Records for the exercise START

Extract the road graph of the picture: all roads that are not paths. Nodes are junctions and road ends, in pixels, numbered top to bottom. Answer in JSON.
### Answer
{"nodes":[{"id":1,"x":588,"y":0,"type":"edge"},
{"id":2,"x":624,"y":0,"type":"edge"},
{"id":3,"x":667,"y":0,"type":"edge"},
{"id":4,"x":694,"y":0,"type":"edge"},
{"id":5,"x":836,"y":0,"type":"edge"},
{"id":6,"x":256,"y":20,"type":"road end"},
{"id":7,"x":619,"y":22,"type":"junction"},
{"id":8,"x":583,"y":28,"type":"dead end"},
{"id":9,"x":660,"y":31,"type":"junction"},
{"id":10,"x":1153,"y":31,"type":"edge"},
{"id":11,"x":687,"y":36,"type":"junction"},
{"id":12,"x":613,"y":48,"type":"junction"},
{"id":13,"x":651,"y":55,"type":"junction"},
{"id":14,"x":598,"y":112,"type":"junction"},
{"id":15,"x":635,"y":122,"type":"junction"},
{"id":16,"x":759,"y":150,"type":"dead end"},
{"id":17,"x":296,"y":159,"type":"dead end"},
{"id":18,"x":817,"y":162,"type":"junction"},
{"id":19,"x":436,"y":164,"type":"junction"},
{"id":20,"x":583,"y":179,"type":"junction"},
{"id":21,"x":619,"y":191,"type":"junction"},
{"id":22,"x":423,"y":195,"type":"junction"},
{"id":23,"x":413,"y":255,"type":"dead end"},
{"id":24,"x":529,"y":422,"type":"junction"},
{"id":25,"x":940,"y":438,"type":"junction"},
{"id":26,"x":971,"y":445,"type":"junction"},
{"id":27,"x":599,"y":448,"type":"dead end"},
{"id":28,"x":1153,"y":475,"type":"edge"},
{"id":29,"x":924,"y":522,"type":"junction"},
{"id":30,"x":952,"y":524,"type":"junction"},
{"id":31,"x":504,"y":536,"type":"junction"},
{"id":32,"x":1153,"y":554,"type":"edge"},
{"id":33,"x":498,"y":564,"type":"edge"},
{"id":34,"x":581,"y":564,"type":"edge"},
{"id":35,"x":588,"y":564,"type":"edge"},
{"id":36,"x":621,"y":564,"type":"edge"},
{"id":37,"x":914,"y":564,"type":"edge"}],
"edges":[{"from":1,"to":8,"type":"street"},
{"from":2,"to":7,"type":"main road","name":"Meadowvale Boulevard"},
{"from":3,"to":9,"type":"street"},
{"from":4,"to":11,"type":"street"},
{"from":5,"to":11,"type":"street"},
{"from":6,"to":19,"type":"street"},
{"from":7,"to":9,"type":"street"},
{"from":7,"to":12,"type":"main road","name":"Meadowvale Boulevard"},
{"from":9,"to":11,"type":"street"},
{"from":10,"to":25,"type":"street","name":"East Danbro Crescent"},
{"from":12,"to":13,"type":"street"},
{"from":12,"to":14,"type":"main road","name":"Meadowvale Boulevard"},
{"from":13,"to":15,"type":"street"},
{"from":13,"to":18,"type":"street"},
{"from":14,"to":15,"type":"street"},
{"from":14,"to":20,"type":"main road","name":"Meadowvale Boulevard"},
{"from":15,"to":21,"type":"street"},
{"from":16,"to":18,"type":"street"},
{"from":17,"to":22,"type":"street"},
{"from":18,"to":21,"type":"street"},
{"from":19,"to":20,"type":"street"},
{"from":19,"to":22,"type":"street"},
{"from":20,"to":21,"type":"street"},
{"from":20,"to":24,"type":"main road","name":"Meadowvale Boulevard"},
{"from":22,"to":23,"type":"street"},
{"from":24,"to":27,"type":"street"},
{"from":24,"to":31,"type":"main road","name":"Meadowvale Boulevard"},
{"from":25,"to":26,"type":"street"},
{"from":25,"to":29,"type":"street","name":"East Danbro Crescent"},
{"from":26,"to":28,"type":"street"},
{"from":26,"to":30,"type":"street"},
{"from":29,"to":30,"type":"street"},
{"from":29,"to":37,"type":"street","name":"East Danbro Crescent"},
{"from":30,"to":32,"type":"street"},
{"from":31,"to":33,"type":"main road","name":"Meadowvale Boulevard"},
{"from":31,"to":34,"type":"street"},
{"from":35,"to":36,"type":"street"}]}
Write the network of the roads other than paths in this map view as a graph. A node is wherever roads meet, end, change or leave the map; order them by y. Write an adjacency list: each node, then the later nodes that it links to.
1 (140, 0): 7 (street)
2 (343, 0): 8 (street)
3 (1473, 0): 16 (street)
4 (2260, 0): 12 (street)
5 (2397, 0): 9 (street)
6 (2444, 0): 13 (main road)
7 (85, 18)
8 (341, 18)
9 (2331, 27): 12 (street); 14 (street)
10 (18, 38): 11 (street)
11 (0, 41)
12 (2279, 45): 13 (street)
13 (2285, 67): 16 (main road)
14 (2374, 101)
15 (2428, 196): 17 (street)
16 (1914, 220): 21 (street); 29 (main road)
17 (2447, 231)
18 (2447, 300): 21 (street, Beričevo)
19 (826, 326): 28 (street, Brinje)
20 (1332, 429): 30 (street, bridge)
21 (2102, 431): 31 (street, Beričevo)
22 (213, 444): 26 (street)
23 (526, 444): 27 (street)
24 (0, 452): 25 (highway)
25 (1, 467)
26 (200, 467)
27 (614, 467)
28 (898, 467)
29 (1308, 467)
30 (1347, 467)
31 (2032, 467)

Records for the exercise END

[Work to be completed]
Every line of the material above must be set down again exactly.

[Worked solution]
Extract the road graph of the picture: all roads that are not paths. Nodes are junctions and road ends, in pixels, numbered top to bottom. Answer in JSON.
### Answer
{"nodes":[{"id":1,"x":588,"y":0,"type":"edge"},
{"id":2,"x":624,"y":0,"type":"edge"},
{"id":3,"x":667,"y":0,"type":"edge"},
{"id":4,"x":694,"y":0,"type":"edge"},
{"id":5,"x":836,"y":0,"type":"edge"},
{"id":6,"x":256,"y":20,"type":"road end"},
{"id":7,"x":619,"y":22,"type":"junction"},
{"id":8,"x":583,"y":28,"type":"dead end"},
{"id":9,"x":660,"y":31,"type":"junction"},
{"id":10,"x":1153,"y":31,"type":"edge"},
{"id":11,"x":687,"y":36,"type":"junction"},
{"id":12,"x":613,"y":48,"type":"junction"},
{"id":13,"x":651,"y":55,"type":"junction"},
{"id":14,"x":598,"y":112,"type":"junction"},
{"id":15,"x":635,"y":122,"type":"junction"},
{"id":16,"x":759,"y":150,"type":"dead end"},
{"id":17,"x":296,"y":159,"type":"dead end"},
{"id":18,"x":817,"y":162,"type":"junction"},
{"id":19,"x":436,"y":164,"type":"junction"},
{"id":20,"x":583,"y":179,"type":"junction"},
{"id":21,"x":619,"y":191,"type":"junction"},
{"id":22,"x":423,"y":195,"type":"junction"},
{"id":23,"x":413,"y":255,"type":"dead end"},
{"id":24,"x":529,"y":422,"type":"junction"},
{"id":25,"x":940,"y":438,"type":"junction"},
{"id":26,"x":971,"y":445,"type":"junction"},
{"id":27,"x":599,"y":448,"type":"dead end"},
{"id":28,"x":1153,"y":475,"type":"edge"},
{"id":29,"x":924,"y":522,"type":"junction"},
{"id":30,"x":952,"y":524,"type":"junction"},
{"id":31,"x":504,"y":536,"type":"junction"},
{"id":32,"x":1153,"y":554,"type":"edge"},
{"id":33,"x":498,"y":564,"type":"edge"},
{"id":34,"x":581,"y":564,"type":"edge"},
{"id":35,"x":588,"y":564,"type":"edge"},
{"id":36,"x":621,"y":564,"type":"edge"},
{"id":37,"x":914,"y":564,"type":"edge"}],
"edges":[{"from":1,"to":8,"type":"street"},
{"from":2,"to":7,"type":"main road","name":"Meadowvale Boulevard"},
{"from":3,"to":9,"type":"street"},
{"from":4,"to":11,"type":"street"},
{"from":5,"to":11,"type":"street"},
{"from":6,"to":19,"type":"street"},
{"from":7,"to":9,"type":"street"},
{"from":7,"to":12,"type":"main road","name":"Meadowvale Boulevard"},
{"from":9,"to":11,"type":"street"},
{"from":10,"to":25,"type":"street","name":"East Danbro Crescent"},
{"from":12,"to":13,"type":"street"},
{"from":12,"to":14,"type":"main road","name":"Meadowvale Boulevard"},
{"from":13,"to":15,"type":"street"},
{"from":13,"to":18,"type":"street"},
{"from":14,"to":15,"type":"street"},
{"from":14,"to":20,"type":"main road","name":"Meadowvale Boulevard"},
{"from":15,"to":21,"type":"street"},
{"from":16,"to":18,"type":"street"},
{"from":17,"to":22,"type":"street"},
{"from":18,"to":21,"type":"street"},
{"from":19,"to":20,"type":"street"},
{"from":19,"to":22,"type":"street"},
{"from":20,"to":21,"type":"street"},
{"from":20,"to":24,"type":"main road","name":"Meadowvale Boulevard"},
{"from":22,"to":23,"type":"street"},
{"from":24,"to":27,"type":"street"},
{"from":24,"to":31,"type":"main road","name":"Meadowvale Boulevard"},
{"from":25,"to":26,"type":"street"},
{"from":25,"to":29,"type":"street","name":"East Danbro Crescent"},
{"from":26,"to":28,"type":"street"},
{"from":26,"to":30,"type":"street"},
{"from":29,"to":30,"type":"street"},
{"from":29,"to":37,"type":"street","name":"East Danbro Crescent"},
{"from":30,"to":32,"type":"street"},
{"from":31,"to":33,"type":"main road","name":"Meadowvale Boulevard"},
{"from":31,"to":34,"type":"street"},
{"from":35,"to":36,"type":"street"}]}
Write the network of the roads other than paths in this map view as a graph. A node is wherever roads meet, end, change or leave the map; order them by y. Write an adjacency list: each node, then the later nodes that it links to.
1 (140, 0): 7 (street)
2 (343, 0): 8 (street)
3 (1473, 0): 16 (street)
4 (2260, 0): 12 (street)
5 (2397, 0): 9 (street)
6 (2444, 0): 13 (main road)
7 (85, 18)
8 (341, 18)
9 (2331, 27): 12 (street); 14 (street)
10 (18, 38): 11 (street)
11 (0, 41)
12 (2279, 45): 13 (street)
13 (2285, 67): 16 (main road)
14 (2374, 101)
15 (2428, 196): 17 (street)
16 (1914, 220): 21 (street); 29 (main road)
17 (2447, 231)
18 (2447, 300): 21 (street, Beričevo)
19 (826, 326): 28 (street, Brinje)
20 (1332, 429): 30 (street, bridge)
21 (2102, 431): 31 (street, Beričevo)
22 (213, 444): 26 (street)
23 (526, 444): 27 (street)
24 (0, 452): 25 (highway)
25 (1, 467)
26 (200, 467)
27 (614, 467)
28 (898, 467)
29 (1308, 467)
30 (1347, 467)
31 (2032, 467)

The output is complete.